Takahashi Kazuo, Hiki Yoshiyuki, Odani Hiroko, Shimozato Sachiko, Iwase Hitoo, Sugiyama Satoshi, Usuda Nobuteru
Department of Anatomy, Fujita Health University, School of Medicine, 1-98 Denngakugakubo, Kutsukake-cho, Toyoake, Aichi 470-1192, Japan.
Biochem Biophys Res Commun. 2006 Nov 24;350(3):580-7. doi: 10.1016/j.bbrc.2006.09.075. Epub 2006 Sep 25.

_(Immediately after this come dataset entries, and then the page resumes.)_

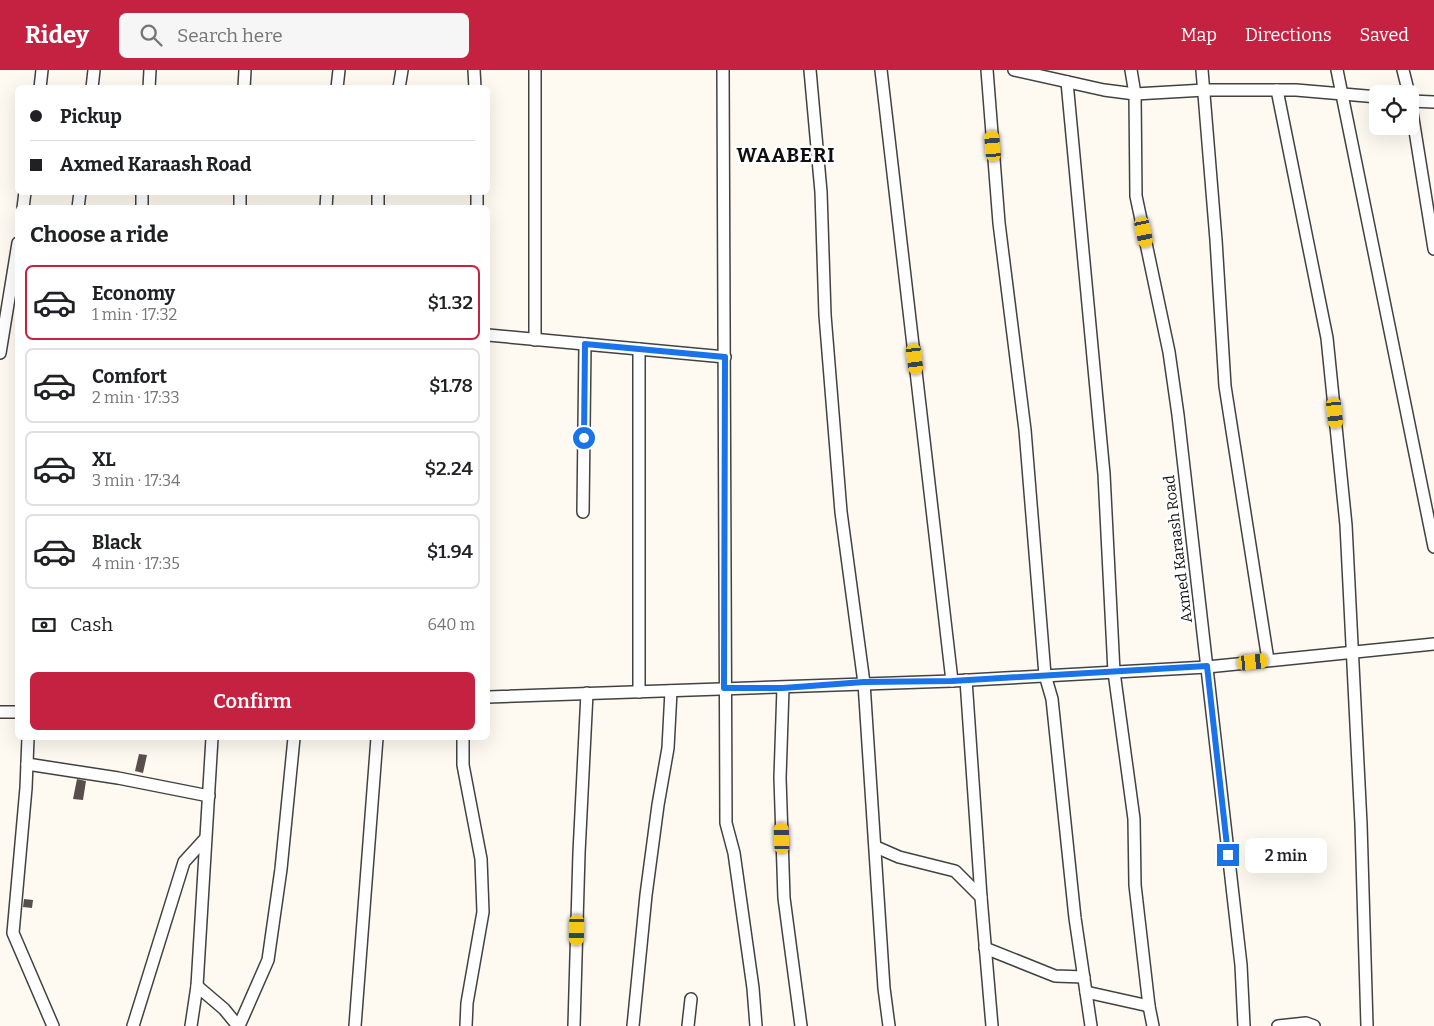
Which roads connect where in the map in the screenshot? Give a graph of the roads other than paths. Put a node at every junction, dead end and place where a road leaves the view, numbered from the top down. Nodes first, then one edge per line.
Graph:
1 (42, 70) edge
2 (94, 70) edge
3 (150, 70) edge
4 (245, 70) edge
5 (339, 70) edge
6 (402, 70) edge
7 (474, 70) edge
8 (535, 70) edge
9 (723, 70) edge
10 (810, 70) edge
11 (881, 70) edge
12 (986, 70) edge
13 (1014, 70) edge
14 (1131, 70) edge
15 (1202, 70) edge
16 (1337, 70) edge
17 (1403, 70) edge
18 (1067, 82) junction
19 (40, 85) edge
20 (92, 85) edge
21 (148, 85) edge
22 (244, 85) edge
23 (337, 85) edge
24 (400, 85) edge
25 (475, 85) edge
26 (1407, 85) edge
27 (1205, 90) junction
28 (1277, 90) junction
29 (1134, 94) junction
30 (1341, 94) junction
31 (1369, 97) edge
32 (1419, 101) edge
33 (1434, 102) edge
34 (1416, 135) edge
35 (1434, 249) edge
36 (15, 262) edge
37 (490, 335) edge
38 (535, 340) junction
39 (585, 344) junction
40 (639, 349) junction
41 (0, 354) edge
42 (725, 357) junction
43 (583, 512) dead end
44 (1434, 547) edge
45 (1434, 644) edge
46 (1352, 651) junction
47 (1268, 660) junction
48 (1207, 666) junction
49 (1114, 672) junction
50 (1045, 675) junction
51 (966, 680) junction
52 (952, 681) junction
53 (864, 682) junction
54 (724, 688) junction
55 (783, 688) junction
56 (671, 691) junction
57 (639, 692) junction
58 (587, 693) junction
59 (490, 697) edge
60 (0, 712) edge
61 (15, 712) edge
62 (28, 740) edge
63 (212, 740) edge
64 (294, 740) edge
65 (377, 740) edge
66 (463, 740) edge
67 (27, 764) junction
68 (209, 796) junction
69 (205, 839) junction
70 (876, 847) junction
71 (981, 897) junction
72 (985, 948) junction
73 (1084, 977) junction
74 (196, 986) junction
75 (1086, 992) junction
76 (691, 999) dead end
77 (1149, 1006) junction
78 (53, 1026) edge
79 (133, 1026) edge
80 (191, 1026) edge
81 (238, 1026) edge
82 (355, 1026) edge
83 (466, 1026) edge
84 (574, 1026) edge
85 (633, 1026) edge
86 (688, 1026) edge
87 (756, 1026) edge
88 (801, 1026) edge
89 (889, 1026) edge
90 (992, 1026) edge
91 (1091, 1026) edge
92 (1153, 1026) edge
93 (1244, 1026) edge
94 (1278, 1026) edge
95 (1314, 1026) edge
96 (1367, 1026) edge

1 - 19 street
2 - 20 street
3 - 21 street
4 - 22 street
5 - 23 street
6 - 24 street
7 - 25 street
8 - 38 street
9 - 42 street
10 - 53 street
11 - 52 street
12 - 50 street
13 - 18 street
14 - 29 street, Axmed Karaash Road
15 - 27 street
16 - 30 street
17 - 26 street
18 - 29 street
18 - 49 street
27 - 28 street
27 - 29 street
27 - 47 street
28 - 30 street
28 - 46 street
29 - 48 street, Axmed Karaash Road
30 - 31 street
30 - 44 street
32 - 33 street
34 - 35 street
36 - 41 street
37 - 38 street
38 - 39 street
39 - 40 street
39 - 43 street
40 - 42 street
40 - 57 street
42 - 54 street
45 - 46 street
46 - 47 street
46 - 96 street
47 - 48 street
48 - 49 street
48 - 93 street, Axmed Karaash Road
49 - 50 street
49 - 77 street
50 - 51 street
50 - 73 street
51 - 52 street
51 - 71 street
52 - 53 street
53 - 55 street
53 - 70 street
54 - 55 street
54 - 56 street
54 - 87 street
55 - 88 street
56 - 57 street
56 - 85 street
57 - 58 street
58 - 59 street
58 - 84 street
60 - 61 street
62 - 67 street
63 - 68 street
64 - 81 street
65 - 82 street
66 - 83 street
67 - 68 street
67 - 78 street
68 - 69 street
69 - 74 street
69 - 79 street
70 - 71 street
70 - 89 street
71 - 72 street
72 - 73 street
72 - 90 street
73 - 75 street
74 - 80 street
74 - 81 street
75 - 77 street
75 - 91 street
76 - 86 street
77 - 92 street
94 - 95 street

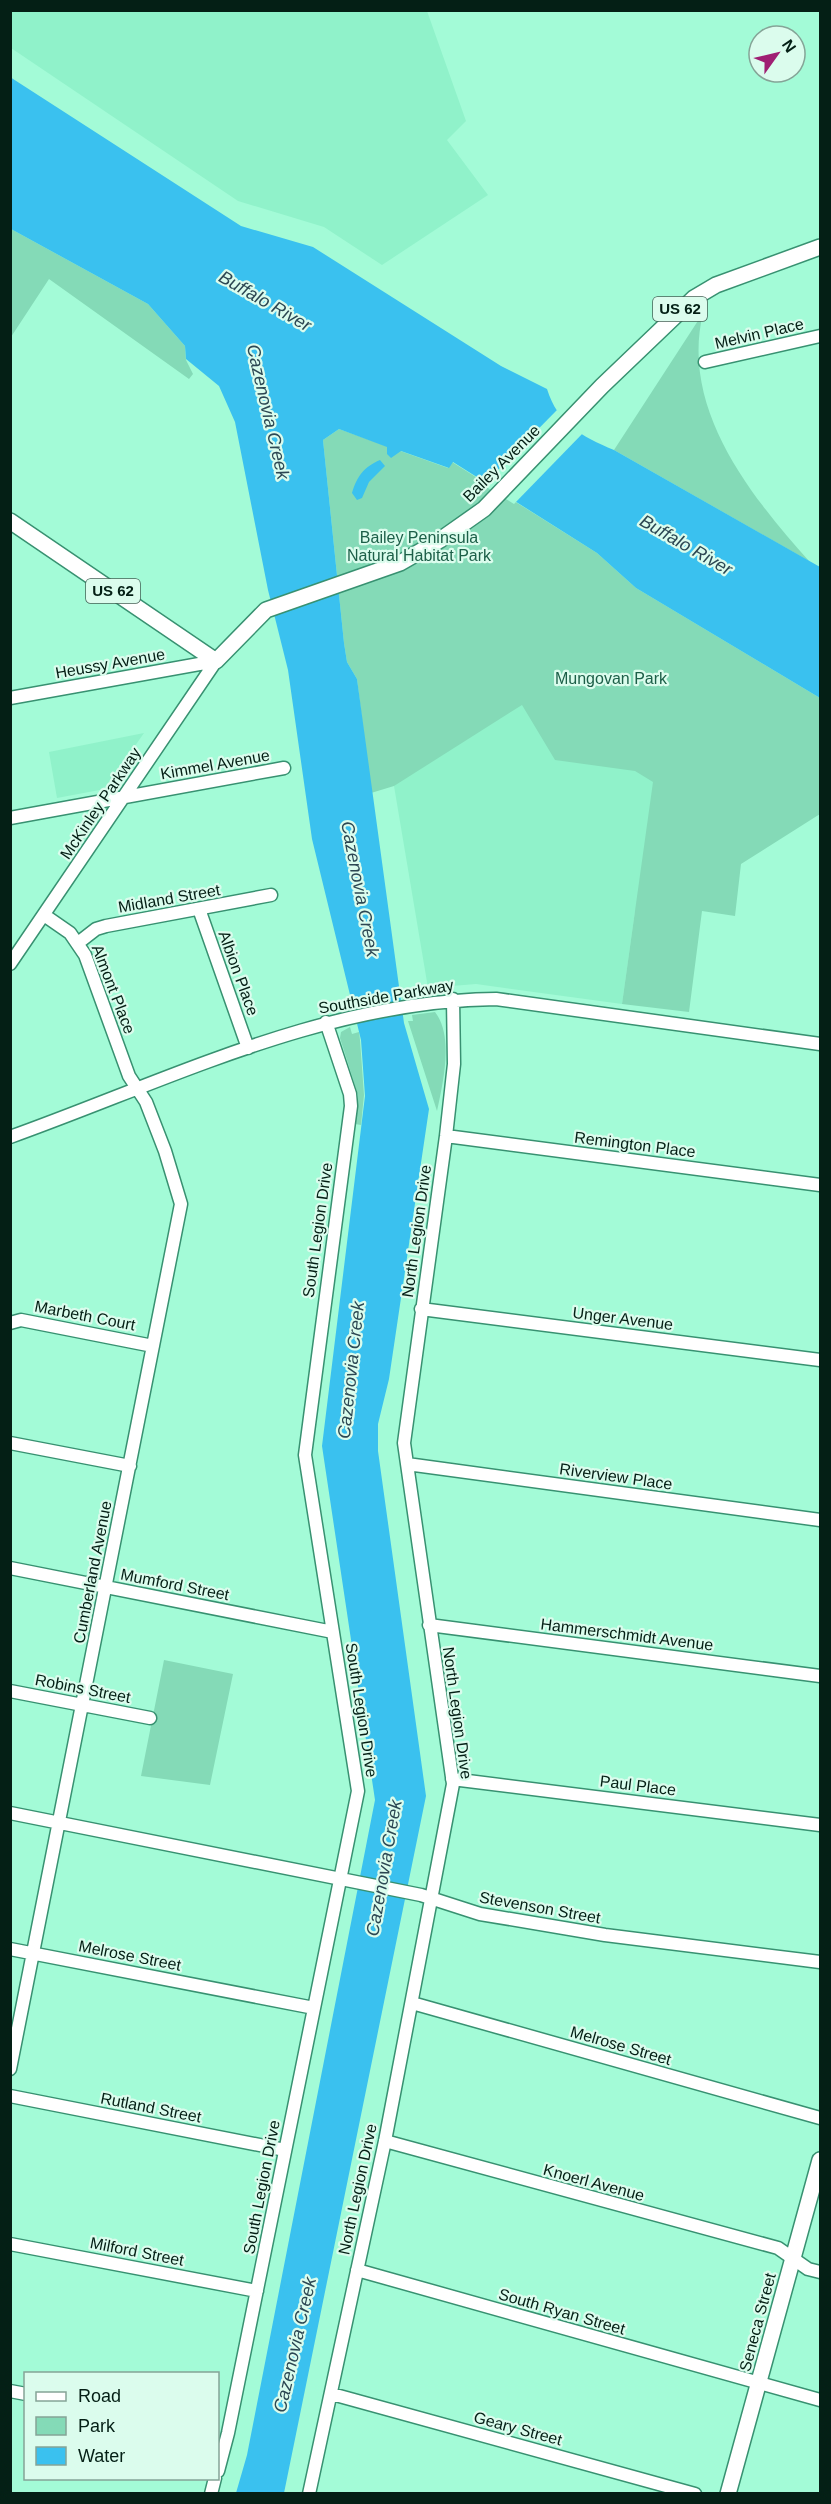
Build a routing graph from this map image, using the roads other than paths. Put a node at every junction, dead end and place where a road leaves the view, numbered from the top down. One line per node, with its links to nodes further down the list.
1 (820, 247): 5 (main road, Bailey Avenue / US 62)
2 (820, 336): 3 (street, Melvin Place)
3 (705, 362)
4 (10, 521): 5 (main road, US 62)
5 (216, 661): 6 (street, Heussy Avenue); 8 (street, McKinley Parkway)
6 (10, 698)
7 (284, 768): 8 (street, Kimmel Avenue)
8 (123, 798): 9 (street, Kimmel Avenue); 12 (street, McKinley Parkway)
9 (10, 818)
10 (271, 895): 11 (street, Midland Street)
11 (199, 909): 14 (street, Midland Street); 20 (street, Albion Place)
12 (44, 915): 13 (street, McKinley Parkway); 14 (street, Almont Place)
13 (27, 941): 15 (street); 16 (street, McKinley Parkway)
14 (78, 943): 21 (street, Almont Place)
15 (10, 944)
16 (10, 964)
17 (453, 999): 18 (street, Southside Parkway); 19 (street, Southside Parkway); 22 (street, North Legion Drive)
18 (326, 1022): 20 (street, Southside Parkway); 36 (street, South Legion Drive)
19 (820, 1044)
20 (248, 1048): 21 (street, Southside Parkway)
21 (138, 1088): 23 (street, Southside Parkway); 27 (street, Cumberland Avenue)
22 (446, 1136): 24 (street, Remington Place); 25 (street, North Legion Drive)
23 (10, 1137)
24 (820, 1185)
25 (421, 1309): 28 (street, Unger Avenue); 30 (street, North Legion Drive)
26 (10, 1323): 27 (street, Marbeth Court)
27 (153, 1346): 31 (street, Cumberland Avenue)
28 (820, 1360)
29 (10, 1443): 31 (street)
30 (407, 1464): 32 (street, Riverview Place); 35 (street, North Legion Drive)
31 (130, 1466): 34 (street, Cumberland Avenue)
32 (820, 1520)
33 (10, 1568): 34 (street, Mumford Street)
34 (106, 1587): 36 (street, Mumford Street); 39 (street, Cumberland Avenue)
35 (429, 1625): 37 (street, Hammerschmidt Avenue); 41 (street, North Legion Drive)
36 (333, 1632): 45 (street, South Legion Drive)
37 (820, 1676)
38 (10, 1690): 39 (street, Robins Street)
39 (82, 1704): 40 (street, Robins Street); 43 (street, Cumberland Avenue)
40 (150, 1718)
41 (452, 1779): 44 (street, Paul Place); 46 (street, North Legion Drive)
42 (10, 1813): 43 (street, Stevenson Street)
43 (59, 1822): 45 (street, Stevenson Street); 48 (street, Cumberland Avenue)
44 (820, 1825)
45 (344, 1879): 46 (street, Stevenson Street); 51 (street, South Legion Drive)
46 (427, 1897): 49 (street, Stevenson Street); 50 (street, North Legion Drive)
47 (10, 1949): 48 (street, Melrose Street)
48 (33, 1953): 51 (street, Melrose Street); 52 (street, Cumberland Avenue)
49 (820, 1962)
50 (412, 2003): 54 (street, Melrose Street); 55 (street, North Legion Drive)
51 (314, 2008): 56 (street, South Legion Drive)
52 (10, 2069)
53 (10, 2096): 56 (street, Rutland Street)
54 (820, 2118)
55 (385, 2141): 59 (street, Knoerl Avenue); 60 (street, North Legion Drive)
56 (285, 2150): 62 (street, South Legion Drive)
57 (820, 2160): 59 (main road, Seneca Street)
58 (10, 2244): 62 (street, Milford Street)
59 (793, 2258): 61 (street, Knoerl Avenue); 63 (main road, Seneca Street)
60 (357, 2270): 63 (street, South Ryan Street); 64 (street, North Legion Drive)
61 (820, 2272)
62 (257, 2291): 66 (street, South Legion Drive)
63 (759, 2383): 65 (street, South Ryan Street); 70 (main road, Seneca Street)
64 (332, 2394): 68 (street, North Legion Drive); 69 (street, Geary Street)
65 (820, 2400)
66 (223, 2432): 67 (street, South Legion Drive)
67 (219, 2463)
68 (309, 2493)
69 (695, 2493)
70 (728, 2493)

The aim of the study was to develop a simple and precise method for identifying glycosylation of the IgA hinge region using surface-enhanced laser desorption/ionization (SELDI)-TOFMS with a lectin-coupled ProteinChip array. Serum IgA was isolated using an anti-IgA antibody column. Following reduction, alkylation, and trypsin digestion, the IgA fragments were applied on the ProteinChip coupled with jacalin, peanut agglutinin (PNA), or Vilsa villosa lectin (VVL). The SELDI-TOFMS peaks corresponding to the fragments containing IgA1 hinge glycopeptides trapped by each lectin were compared. The jacalin-, PNA-, and VVL-immobilized ProteinChips detected 13, 4, and 2 peaks, respectively. One major peak was confirmed as a glycopeptide by MS/MS analysis. These results suggest that a lectin-immobilized ProteinChip assay can be used to simplify the procedures for the analyses of the O-glycans in IgA1 hinge. This method potentially makes it possible to identify a disease-specific glycoform by selecting the appropriate ligand-coupled ProteinChip array.
本研究的目的是开发一种简单而精确的方法,使用凝集素偶联的蛋白质芯片阵列通过表面增强激光解吸/电离(SELDI)-TOFMS来鉴定IgA铰链区的糖基化。使用抗IgA抗体柱分离血清IgA。经过还原、烷基化和胰蛋白酶消化后,将IgA片段应用于偶联了红豆凝集素、花生凝集素(PNA)或绒毛豆凝集素(VVL)的蛋白质芯片上。比较了与每种凝集素捕获的含有IgA1铰链糖肽的片段相对应的SELDI-TOFMS峰。偶联红豆凝集素、PNA和VVL的蛋白质芯片分别检测到13个、4个和2个峰。通过串联质谱分析确认一个主要峰为糖肽。这些结果表明,凝集素偶联的蛋白质芯片分析可用于简化IgA1铰链中O-聚糖的分析程序。该方法有可能通过选择合适的配体偶联蛋白质芯片阵列来鉴定疾病特异性糖型。